Posted By Arnold & Itkin LLP || 8-Jan-2019

Workers in industrial settings face a heightened risk of burn injuries. Some electric arcs and flash fires reach temperatures that are hotter than the surface of the sun. When a person suffers burn injuries, they face a lifetime of medical struggle and a reduced quality of life. The Occupational Health & Safety Administration requires fire-resistant clothing because of the prevalence of burn injuries from industrial accidents.

What Does Flame-Resistant Clothing Do?

Depending on its quality and materials, flame-resistant clothing can protect a worker in a variety of ways. Notably, clothing that is flame resistant will never be produced from synthetic materials such as nylon and polyester.

Flame-resistant clothing accomplishes the following:

  • Self-extinguishes when ignited
  • Resists ignition when introduced to heat
  • Insulates the wearer from heat
  • Does not melt and burn the wearer even worse
  • Helps to reduce the severity of burns

What Does OSHA Require for Fire-Resistant Clothing?

OSHA has two requirements that employers must meet for flame-resistant clothing. First, all employers must train their workers about the hazards of their job, so they know when flame-resistant clothing is required. Second, OSHA requires employers to ensure that workers are wearing proper clothing.

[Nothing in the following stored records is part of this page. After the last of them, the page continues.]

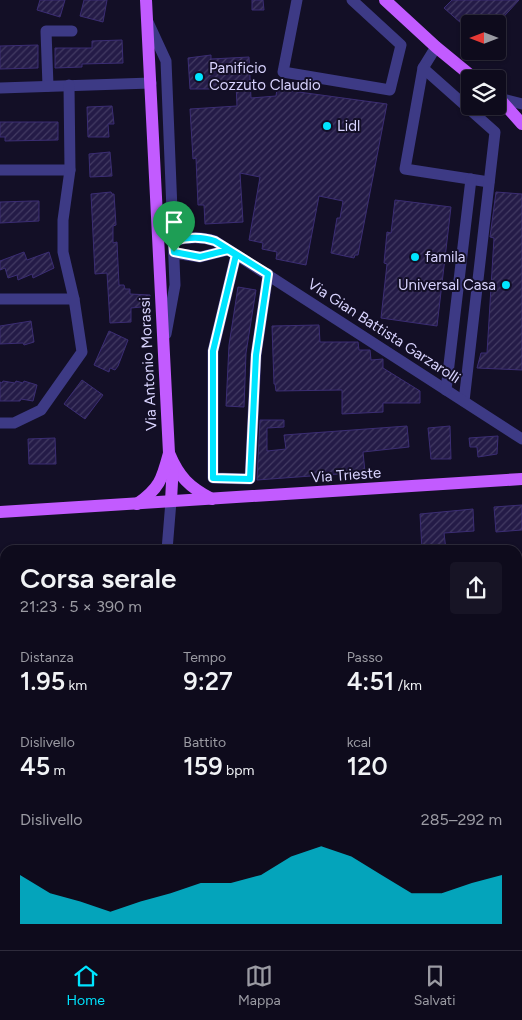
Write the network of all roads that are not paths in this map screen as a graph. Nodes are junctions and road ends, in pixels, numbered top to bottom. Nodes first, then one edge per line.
1 (146, 0) edge
2 (297, 0) edge
3 (386, 0) edge
4 (355, 1) edge
5 (148, 20) junction
6 (72, 31) dead end
7 (436, 47) junction
8 (423, 68) junction
9 (464, 70) edge
10 (151, 83) junction
11 (69, 85) junction
12 (48, 86) junction
13 (0, 88) edge
14 (506, 100) edge
15 (522, 104) edge
16 (506, 107) edge
17 (522, 124) edge
18 (0, 170) edge
19 (70, 170) junction
20 (471, 179) junction
21 (489, 182) junction
22 (173, 247) junction
23 (232, 253) junction
24 (268, 274) junction
25 (74, 298) junction
26 (0, 299) edge
27 (164, 344) junction
28 (446, 390) junction
29 (464, 401) junction
30 (0, 423) edge
31 (522, 439) edge
32 (171, 458) junction
33 (522, 480) edge
34 (214, 499) junction
35 (171, 501) junction
36 (137, 504) junction
37 (0, 512) edge
38 (167, 545) edge

1 - 5 main road, Via Antonio Morassi
2 - 4 street
3 - 7 main road
5 - 10 main road, Via Antonio Morassi
5 - 22 street
6 - 12 street
7 - 8 street
7 - 9 main road
8 - 20 street
8 - 21 street
10 - 11 street
10 - 27 main road, Via Antonio Morassi
11 - 12 street
11 - 19 street
12 - 13 street
14 - 15 street
16 - 17 main road
18 - 19 street
19 - 25 street
20 - 21 street
20 - 28 street
21 - 29 street
22 - 23 street
22 - 23 street, Via Gian Battista Garzarolli
22 - 27 street
23 - 24 street, Via Gian Battista Garzarolli
23 - 24 street
24 - 28 street, Via Gian Battista Garzarolli
25 - 26 street
25 - 30 street
27 - 32 main road, Via Antonio Morassi
28 - 29 street, Via Gian Battista Garzarolli
29 - 31 street, Via Gian Battista Garzarolli
32 - 34 main road
32 - 35 main road
32 - 36 main road, Via Antonio Morassi
33 - 34 main road, Via Trieste
34 - 35 main road, Via Trieste
35 - 36 main road, Via Trieste
35 - 38 street
36 - 37 main road, Via Trieste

If an employer does not enforce proper safety standards at their job sites, they can be held liable by the injured after an accident occurs. An employer is required to make sure that all flame-resistant clothing being worn by employees is in functional condition and not too worn to be effective during a fire or blast.

Who Provides Fire-Resistant Clothing?

Many large companies will supply safety clothing to workers. However, in some cases, workers will be allowed to bring their own. In this case, employers are responsible for ensuring that employee-supplied fire-resistant clothing meets safety requirements. When it is time to wash clothes, employers must provide cleaning services if employees are unable or unwilling to accomplish washing that protects the clothing’s protective properties.